EXCLUSIF : Les menaces d’un haut responsable de Bahreïn contraint une activiste à l’exil
Une célèbre militante bahreïnie pour les droits de l’homme, qui a été récemment libérée de prison après un tollé international, a affirmé à Middle East Eye qu’elle avait été contrainte à l’exil après avoir été menacée d’une nouvelle arrestation et d’une séparation indéfinie d’avec ses enfants.
Zainab al-Khawaja est la fille d’un militant connu, Abdulhadi al-Khawaja, qui purge une peine à perpétuité pour son rôle dans les soulèvements de 2011, au cours desquels les manifestants bahreïnis ont réclamé la liberté politique vis-à-vis de la famille dirigeante du pays.
La militante de 32 ans a quitté le royaume du Golfe mardi dernier, moins d’un mois après avoir été libérée de prison. Son emprisonnement pour avoir déchiré une photo du roi avait suscité la controverse. Elle était détenue en prison avec son bébé, Abdulhadi.

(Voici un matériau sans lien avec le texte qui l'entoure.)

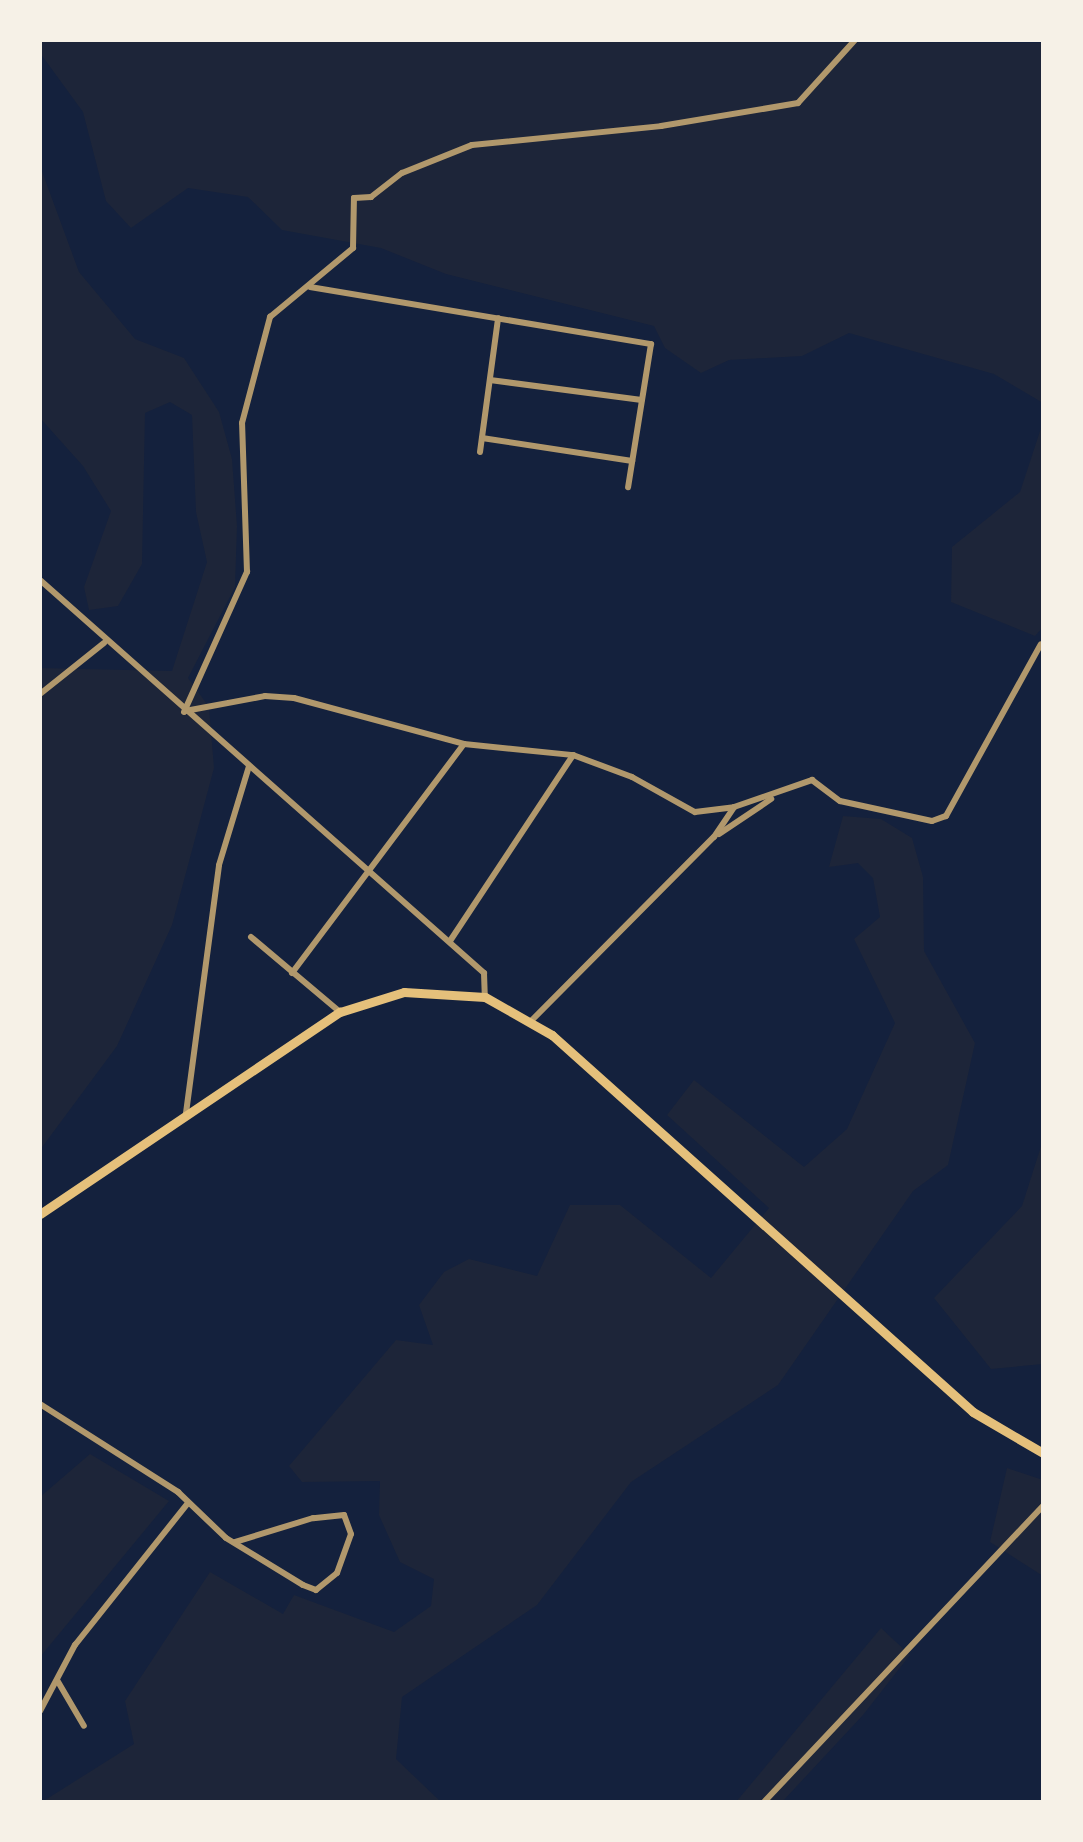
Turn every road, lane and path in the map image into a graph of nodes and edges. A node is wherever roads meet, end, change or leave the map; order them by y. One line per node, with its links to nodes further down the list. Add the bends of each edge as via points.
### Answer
1 (855, 40): 2 (street, via 798,103 661,126 506,138 424,162 379,192 354,198 356,244)
2 (308, 286): 3 (street); 14 (street, via 270,317 242,422 247,572)
3 (498, 318): 4 (street); 5 (street, via 651,344)
4 (490, 380): 5 (street); 6 (street)
5 (642, 400): 8 (street)
6 (482, 438): 7 (street); 8 (street)
7 (480, 452)
8 (632, 461): 9 (street)
9 (628, 487)
10 (40, 580): 11 (street)
11 (104, 643): 13 (street); 14 (street)
12 (1040, 644): 18 (street, via 939,820 840,801 812,780)
13 (40, 694)
14 (184, 712): 15 (street, via 264,696 294,698); 17 (street)
15 (464, 744): 16 (street); 21 (street)
16 (574, 756): 19 (street, via 632,777 695,812); 23 (street)
17 (248, 766): 21 (street); 28 (street, via 219,866)
18 (777, 795): 19 (street); 20 (street)
19 (734, 807): 20 (street)
20 (714, 837): 27 (street)
21 (374, 872): 23 (street); 24 (street)
22 (251, 938): 24 (street)
23 (450, 941): 25 (street, via 484,973)
24 (292, 973): 26 (street)
25 (485, 996): 26 (main road, via 404,992); 27 (main road)
26 (340, 1012): 28 (main road)
27 (532, 1020): 31 (main road, via 973,1412)
28 (186, 1113): 29 (main road)
29 (40, 1214)
30 (40, 1404): 32 (street)
31 (1043, 1453)
32 (188, 1503): 34 (street); 35 (street)
33 (1043, 1506): 38 (street)
34 (235, 1542): 34 (street, via 344,1515 351,1534 344,1564 316,1590)
35 (56, 1679): 36 (street); 37 (street)
36 (40, 1711)
37 (84, 1726)
38 (764, 1802)

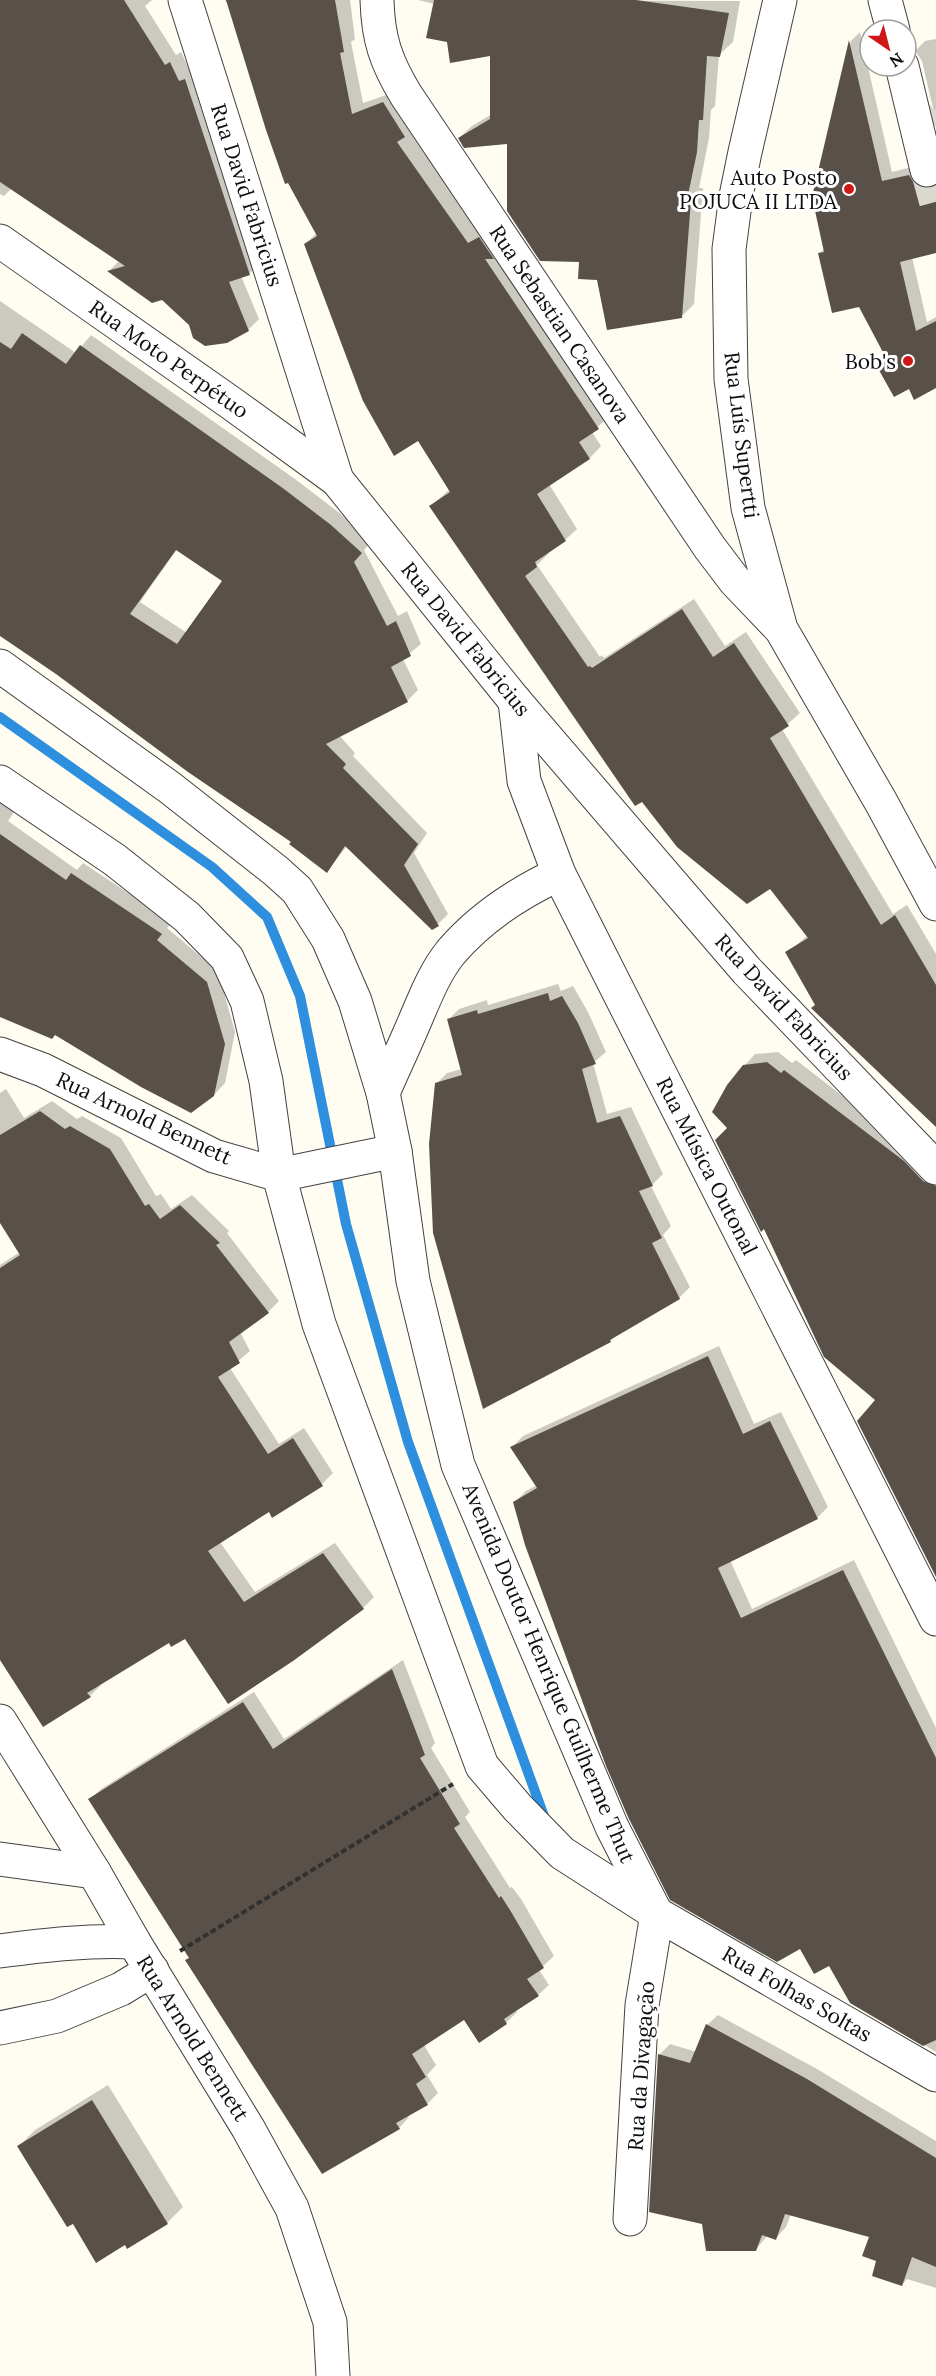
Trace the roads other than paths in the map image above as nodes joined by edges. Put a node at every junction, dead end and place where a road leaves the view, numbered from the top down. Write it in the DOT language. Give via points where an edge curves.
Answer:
graph roads {
  1 [pos="185,0"];
  2 [pos="377,0"];
  3 [pos="780,0"];
  4 [pos="885,0"];
  5 [pos="890,18"];
  6 [pos="906,78"];
  7 [pos="927,170"];
  8 [pos="0,241"];
  9 [pos="337,480"];
  10 [pos="781,629"];
  11 [pos="0,666"];
  12 [pos="515,701"];
  13 [pos="0,782"];
  14 [pos="559,874"];
  15 [pos="936,904"];
  16 [pos="0,1054"];
  17 [pos="383,1093"];
  18 [pos="395,1151"];
  19 [pos="936,1168"];
  20 [pos="294,1172"];
  21 [pos="936,1619"];
  22 [pos="0,1721"];
  23 [pos="0,1859"];
  24 [pos="94,1872"];
  25 [pos="657,1914"];
  26 [pos="134,1942"];
  27 [pos="0,1951"];
  28 [pos="152,1970"];
  29 [pos="0,2028"];
  30 [pos="936,2075"];
  31 [pos="630,2218"];
  32 [pos="333,2376"];
  1 -- 9 [label="street, Rua David Fabricius"];
  2 -- 10 [label="street, Rua Sebastian Casanova" via="386,60 406,95 710,548"];
  3 -- 10 [label="street, Rua Luís Supertti" via="736,195 729,249 729,304 731,379 748,508"];
  4 -- 5 [label="street"];
  6 -- 7 [label="street" via="923,124"];
  8 -- 9 [label="street, Rua Moto Perpétuo"];
  9 -- 12 [label="street, Rua David Fabricius"];
  10 -- 15 [label="street, Rua Luís Supertti"];
  11 -- 17 [label="street, Avenida Doutor Henrique Guilherme Thut" via="170,787 297,890 328,939 355,1001"];
  12 -- 14 [label="street, Rua Música Outonal" via="524,781"];
  12 -- 19 [label="street, Rua David Fabricius" via="747,971"];
  13 -- 20 [label="street, Avenida Doutor Henrique Guilherme Thut" via="115,860 187,917 227,958 247,1001"];
  14 -- 17 [label="street" via="522,891 450,953 423,999"];
  14 -- 21 [label="street, Rua Música Outonal"];
  16 -- 20 [label="street, Rua Arnold Bennett" via="43,1071 214,1156"];
  17 -- 18 [label="street, Avenida Doutor Henrique Guilherme Thut"];
  18 -- 20 [label="street, Rua Arnold Bennett"];
  18 -- 25 [label="street, Avenida Doutor Henrique Guilherme Thut" via="413,1281 458,1465 612,1827"];
  20 -- 25 [label="street, Avenida Doutor Henrique Guilherme Thut" via="319,1324 482,1766 562,1854"];
  22 -- 24 [label="street, Rua Arnold Bennett"];
  23 -- 24 [label="street"];
  24 -- 26 [label="street, Rua Arnold Bennett"];
  25 -- 30 [label="street, Rua Folhas Soltas"];
  25 -- 31 [label="street, Rua da Divagação" via="642,2005"];
  26 -- 27 [label="street" via="98,1940"];
  26 -- 28 [label="street, Rua Arnold Bennett"];
  28 -- 29 [label="street" via="121,1989 57,2016"];
  28 -- 32 [label="street, Rua Arnold Bennett" via="292,2208 330,2322"];
}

Dans une interview accordée à Middle East Eye, Khawaja a déclaré samedi qu’elle avait quitté le pays pour le Danemark la semaine dernière après avoir reçu un message du consulat danois selon lequel un fonctionnaire bahreïni « haut placé » avait indiqué à des diplomates qu’elle serait de nouveau arrêtée et serait mise en examen sur de nouvelles accusations si elle restait dans le pays.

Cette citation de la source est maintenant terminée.